--- Directions for this task ---
In the records below, tally each line that contains the word "image" and give the total only.

---------- Data to process

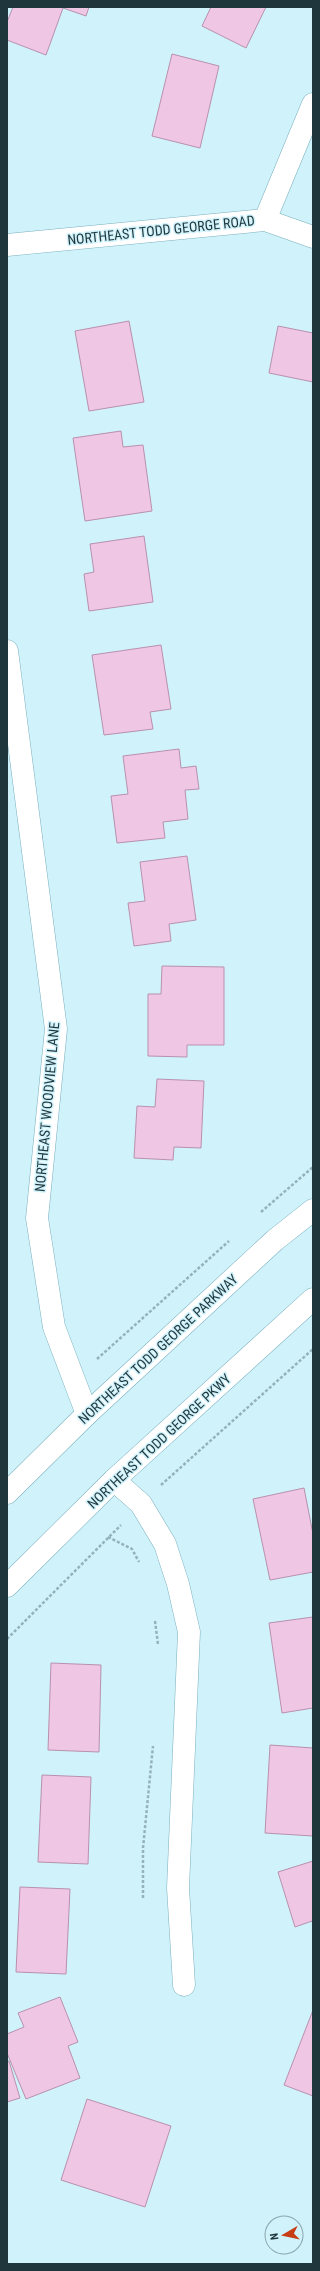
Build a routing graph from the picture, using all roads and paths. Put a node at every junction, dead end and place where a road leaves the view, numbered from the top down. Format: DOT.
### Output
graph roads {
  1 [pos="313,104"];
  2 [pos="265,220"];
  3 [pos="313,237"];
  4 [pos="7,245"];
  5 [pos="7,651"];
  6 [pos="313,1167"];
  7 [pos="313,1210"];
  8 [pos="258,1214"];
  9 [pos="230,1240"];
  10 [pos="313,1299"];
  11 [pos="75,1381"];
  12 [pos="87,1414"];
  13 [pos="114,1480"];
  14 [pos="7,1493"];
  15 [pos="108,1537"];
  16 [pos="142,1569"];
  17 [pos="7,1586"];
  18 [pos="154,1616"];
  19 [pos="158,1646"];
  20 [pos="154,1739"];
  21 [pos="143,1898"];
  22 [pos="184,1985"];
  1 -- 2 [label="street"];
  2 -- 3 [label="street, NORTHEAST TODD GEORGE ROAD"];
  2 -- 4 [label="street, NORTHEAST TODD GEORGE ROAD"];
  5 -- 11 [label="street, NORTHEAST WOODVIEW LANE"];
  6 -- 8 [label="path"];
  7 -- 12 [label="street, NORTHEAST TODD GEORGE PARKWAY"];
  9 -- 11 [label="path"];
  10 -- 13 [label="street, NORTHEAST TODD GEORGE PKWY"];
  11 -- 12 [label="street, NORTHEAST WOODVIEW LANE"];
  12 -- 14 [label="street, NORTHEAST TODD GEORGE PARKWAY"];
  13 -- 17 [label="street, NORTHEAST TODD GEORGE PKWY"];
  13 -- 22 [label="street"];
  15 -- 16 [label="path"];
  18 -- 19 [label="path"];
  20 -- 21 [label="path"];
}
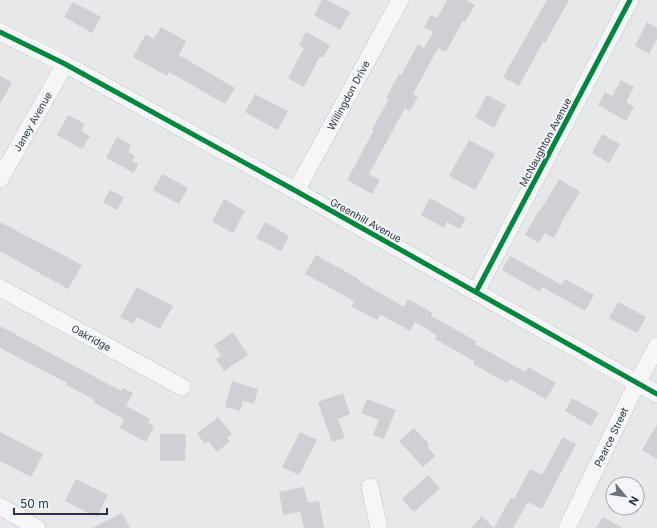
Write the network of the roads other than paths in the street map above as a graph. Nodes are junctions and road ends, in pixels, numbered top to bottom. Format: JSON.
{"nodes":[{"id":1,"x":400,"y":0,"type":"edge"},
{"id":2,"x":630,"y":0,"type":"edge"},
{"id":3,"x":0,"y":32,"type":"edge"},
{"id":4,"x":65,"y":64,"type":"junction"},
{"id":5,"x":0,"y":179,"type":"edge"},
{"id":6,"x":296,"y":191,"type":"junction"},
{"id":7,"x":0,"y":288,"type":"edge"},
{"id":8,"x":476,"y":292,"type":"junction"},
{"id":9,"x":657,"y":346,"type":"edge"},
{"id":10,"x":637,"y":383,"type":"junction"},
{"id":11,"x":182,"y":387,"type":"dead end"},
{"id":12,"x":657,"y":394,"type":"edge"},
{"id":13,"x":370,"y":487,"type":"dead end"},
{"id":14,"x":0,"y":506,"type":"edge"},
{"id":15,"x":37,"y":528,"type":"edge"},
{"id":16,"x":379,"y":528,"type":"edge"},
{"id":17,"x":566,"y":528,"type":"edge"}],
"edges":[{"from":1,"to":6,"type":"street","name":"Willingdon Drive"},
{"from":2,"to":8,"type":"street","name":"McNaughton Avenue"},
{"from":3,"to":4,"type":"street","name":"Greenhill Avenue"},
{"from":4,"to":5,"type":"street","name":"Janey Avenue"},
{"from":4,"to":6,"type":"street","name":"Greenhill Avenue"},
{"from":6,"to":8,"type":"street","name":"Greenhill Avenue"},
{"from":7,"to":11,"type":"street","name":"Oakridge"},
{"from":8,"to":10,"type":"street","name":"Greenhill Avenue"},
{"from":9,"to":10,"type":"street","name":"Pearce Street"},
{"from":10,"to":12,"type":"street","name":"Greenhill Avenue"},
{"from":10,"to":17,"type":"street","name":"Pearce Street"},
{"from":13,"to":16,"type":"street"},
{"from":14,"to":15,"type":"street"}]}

--------------------
---------- Data to process

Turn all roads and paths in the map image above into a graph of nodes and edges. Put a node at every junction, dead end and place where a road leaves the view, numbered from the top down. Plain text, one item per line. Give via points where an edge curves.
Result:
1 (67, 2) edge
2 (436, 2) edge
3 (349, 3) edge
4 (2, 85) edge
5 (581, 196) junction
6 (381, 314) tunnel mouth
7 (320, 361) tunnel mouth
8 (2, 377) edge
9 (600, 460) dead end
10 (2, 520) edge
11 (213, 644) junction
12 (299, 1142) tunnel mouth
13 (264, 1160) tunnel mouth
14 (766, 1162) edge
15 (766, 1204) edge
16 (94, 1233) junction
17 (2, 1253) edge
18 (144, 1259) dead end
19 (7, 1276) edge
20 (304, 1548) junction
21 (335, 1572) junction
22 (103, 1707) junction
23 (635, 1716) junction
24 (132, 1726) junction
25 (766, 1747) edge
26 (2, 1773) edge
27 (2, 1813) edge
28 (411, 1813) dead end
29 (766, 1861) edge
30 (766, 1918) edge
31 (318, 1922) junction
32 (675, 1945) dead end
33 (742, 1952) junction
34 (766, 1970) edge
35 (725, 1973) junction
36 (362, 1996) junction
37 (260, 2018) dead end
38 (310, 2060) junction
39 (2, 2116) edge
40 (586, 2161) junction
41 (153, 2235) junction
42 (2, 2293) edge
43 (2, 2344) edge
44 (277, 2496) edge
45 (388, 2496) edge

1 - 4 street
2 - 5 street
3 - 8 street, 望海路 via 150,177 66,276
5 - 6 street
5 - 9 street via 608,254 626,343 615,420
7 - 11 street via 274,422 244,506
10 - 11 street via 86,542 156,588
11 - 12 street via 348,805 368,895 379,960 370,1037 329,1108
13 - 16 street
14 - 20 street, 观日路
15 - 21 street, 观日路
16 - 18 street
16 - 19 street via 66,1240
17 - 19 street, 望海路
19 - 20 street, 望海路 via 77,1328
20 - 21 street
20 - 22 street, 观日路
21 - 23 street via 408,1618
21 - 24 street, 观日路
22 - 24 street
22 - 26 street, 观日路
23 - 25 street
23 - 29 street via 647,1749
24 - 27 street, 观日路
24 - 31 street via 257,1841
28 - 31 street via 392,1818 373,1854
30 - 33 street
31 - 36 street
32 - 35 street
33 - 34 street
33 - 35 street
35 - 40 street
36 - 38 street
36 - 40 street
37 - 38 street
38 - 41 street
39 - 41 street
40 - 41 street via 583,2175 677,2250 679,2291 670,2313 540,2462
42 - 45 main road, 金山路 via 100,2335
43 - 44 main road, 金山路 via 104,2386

--------------------
---------- Data to process

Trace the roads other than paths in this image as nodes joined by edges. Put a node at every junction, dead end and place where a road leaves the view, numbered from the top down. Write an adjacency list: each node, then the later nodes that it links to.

--------------------

--- Response for this exercise ---
2